The playwright builds on his heritage as a Puerto Rican- American and his skills as a lyricist, composer, actor and rapper to create an energetic ethnic neighborhood in the shadows of the George Washington Bridge. The book to the musical was written by Quiara Alegria Hudes.

Miranda wants audiences to be transported to the world he creates and walk away from the evening dancing.   The action lasts for three days, but his goal is to make the inspiring impact of his people to last long afterward. He wrote the piece about his experiences growing up Latino, where he spoke English in school and Spanish at home, spending summers working at a slushy ice machine helping his aunt.

Miranda created Usnavi who owns a bodega, a small corner grocery, as the show’s main character and narrator. He originally played the role himself. in this production, Niko Touros takes the honor, guiding the audience into his world, complete with his joys and frustrations. He introduces us to the woman who acts as his grandmother, Abuela Claudia, a nurturing Amy Jo Phillips, his impatient to grow up cousin Sonny who help him run the bodega, Nick Palazzo, his girlfriend to be Vanessa, a spirited Sophia Introna, who has yet to learn Usnavi’s hopes, as well as the Rosario family, dad JL Rey who rules the job and home, wife Stephanie Pope whose guidance is often needed and daughter Nina, the pride of the community, who is on a scholarship to Stanford, a shining Analise Rios, and their business’ employee Benny, a forward thinking Leyland Patrick, who has his eyes focused on Nina.

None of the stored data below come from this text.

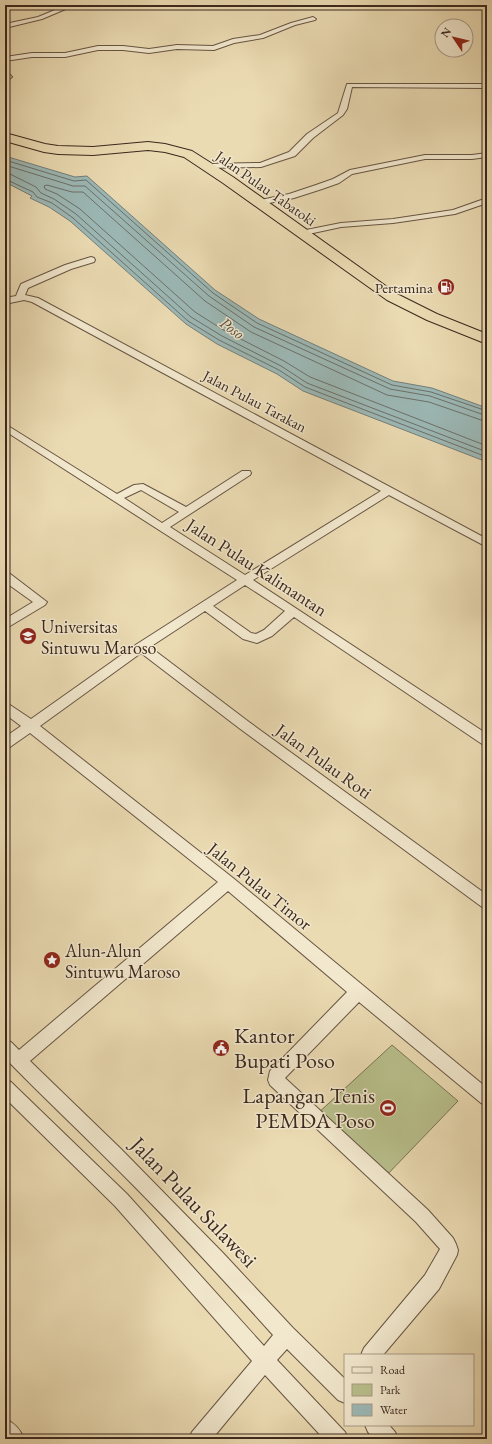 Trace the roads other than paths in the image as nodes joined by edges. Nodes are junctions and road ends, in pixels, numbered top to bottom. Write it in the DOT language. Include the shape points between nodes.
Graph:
graph roads {
  1 [pos="72,5"];
  2 [pos="313,19"];
  3 [pos="5,22"];
  4 [pos="13,24"];
  5 [pos="5,26"];
  6 [pos="5,59"];
  7 [pos="5,72"];
  8 [pos="5,80"];
  9 [pos="487,86"];
  10 [pos="5,137"];
  11 [pos="486,155"];
  12 [pos="207,166"];
  13 [pos="487,200"];
  14 [pos="259,203"];
  15 [pos="304,233"];
  16 [pos="91,260"];
  17 [pos="20,297"];
  18 [pos="5,301"];
  19 [pos="487,339"];
  20 [pos="5,427"];
  21 [pos="246,473"];
  22 [pos="388,491"];
  23 [pos="117,498"];
  24 [pos="187,512"];
  25 [pos="163,527"];
  26 [pos="487,544"];
  27 [pos="5,576"];
  28 [pos="245,580"];
  29 [pos="205,606"];
  30 [pos="292,611"];
  31 [pos="5,625"];
  32 [pos="141,647"];
  33 [pos="5,708"];
  34 [pos="31,726"];
  35 [pos="487,741"];
  36 [pos="5,744"];
  37 [pos="228,882"];
  38 [pos="487,903"];
  39 [pos="358,992"];
  40 [pos="5,1047"];
  41 [pos="19,1060"];
  42 [pos="5,1087"];
  43 [pos="487,1098"];
  44 [pos="286,1335"];
  45 [pos="372,1354"];
  46 [pos="264,1360"];
  47 [pos="344,1389"];
  48 [pos="376,1426"];
  49 [pos="5,1429"];
  50 [pos="14,1439"];
  51 [pos="199,1439"];
  52 [pos="338,1439"];
  53 [pos="388,1439"];
  1 -- 4 [label="street" via="40,18"];
  2 -- 6 [label="street" via="292,24 261,37 233,41 214,48 177,47 149,51 90,48 66,55 32,55"];
  3 -- 4 [label="street"];
  4 -- 5 [label="street"];
  7 -- 8 [label="street" via="8,77"];
  9 -- 12 [label="street" via="349,85 343,112 310,136 294,153 261,165"];
  10 -- 12 [label="highway, Jalan Pulau Tabatoki" via="64,151 148,146 165,148 188,154"];
  11 -- 14 [label="street" via="425,157 350,172 331,183"];
  12 -- 14 [label="highway, Jalan Pulau Tabatoki"];
  13 -- 15 [label="street" via="455,212 342,225"];
  14 -- 15 [label="highway, Jalan Pulau Tabatoki"];
  15 -- 19 [label="highway, Jalan Pulau Tabatoki" via="392,297"];
  16 -- 17 [label="street" via="24,286"];
  17 -- 18 [label="street"];
  17 -- 22 [label="street, Jalan Pulau Tarakan" via="31,298 94,331"];
  20 -- 23 [label="street, Jalan Pulau Kalimantan"];
  21 -- 24 [label="street"];
  22 -- 26 [label="street, Jalan Pulau Tarakan"];
  22 -- 28 [label="street"];
  23 -- 24 [label="street" via="138,487 144,487"];
  23 -- 25 [label="street, Jalan Pulau Kalimantan"];
  24 -- 25 [label="street"];
  25 -- 28 [label="street, Jalan Pulau Kalimantan"];
  27 -- 31 [label="street" via="41,602"];
  28 -- 29 [label="street"];
  28 -- 30 [label="street, Jalan Pulau Kalimantan"];
  29 -- 30 [label="street" via="247,636 257,639 268,633"];
  29 -- 32 [label="street"];
  30 -- 35 [label="street, Jalan Pulau Kalimantan"];
  32 -- 34 [label="street"];
  32 -- 38 [label="street, Jalan Pulau Roti"];
  33 -- 34 [label="street, Jalan Pulau Timor"];
  34 -- 36 [label="street"];
  34 -- 37 [label="street, Jalan Pulau Timor"];
  37 -- 39 [label="street, Jalan Pulau Timor"];
  37 -- 41 [label="street"];
  39 -- 43 [label="street, Jalan Pulau Timor"];
  39 -- 45 [label="street" via="276,1076 276,1080 422,1216 447,1244 448,1255 432,1282"];
  40 -- 41 [label="street, Jalan Pulau Sulawesi"];
  41 -- 44 [label="street, Jalan Pulau Sulawesi" via="176,1216"];
  42 -- 46 [label="street" via="121,1200"];
  44 -- 46 [label="street"];
  44 -- 47 [label="street, Jalan Pulau Sulawesi"];
  46 -- 51 [label="street"];
  46 -- 52 [label="street"];
  48 -- 53 [label="street"];
  49 -- 50 [label="street"];
}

We also become friends with the beauty parlor queens Sandra Marante and Paige Buade, the area’s graffiti artist Paul Edme and the treasured ice man cometh at all hours Willie Marte. The ensemble also includes Gabrielle Baker, isiah Bostic, Jahlil Burke, Maya Cuevas, Jon Rodriguez and Olivia Ryan who all help to dance up a storm, courtesy of master choreographer Darlene Zoller.

The plot includes a winning lottery ticket guaranteed to change lives, a city power outage, some dreams, new loves, a death, choices and a ton of wonderful songs and wild dancing.

Sean Harris keeps the pace moving at a dizzying and happy pace.

For tickets ($35-50), call the Playhouse on Park, 233 Park Road, West Hartford at 860-523-5900, ext 10 or online at www.PlayhouseOnPark.org. Performances are Wednesday and Thursday at 7:30 p.m., Friday at 8 p.m., Saturday at 8 p.m. and Sunday at 2 p.m., followed by a talk back with the cast. No show on the 4th of July.

Don’t miss this adventure into the world of Lin-Manuel Miranda, in the Washington Heights section of Manhattan, where life spins at its own pace and community and family are everything.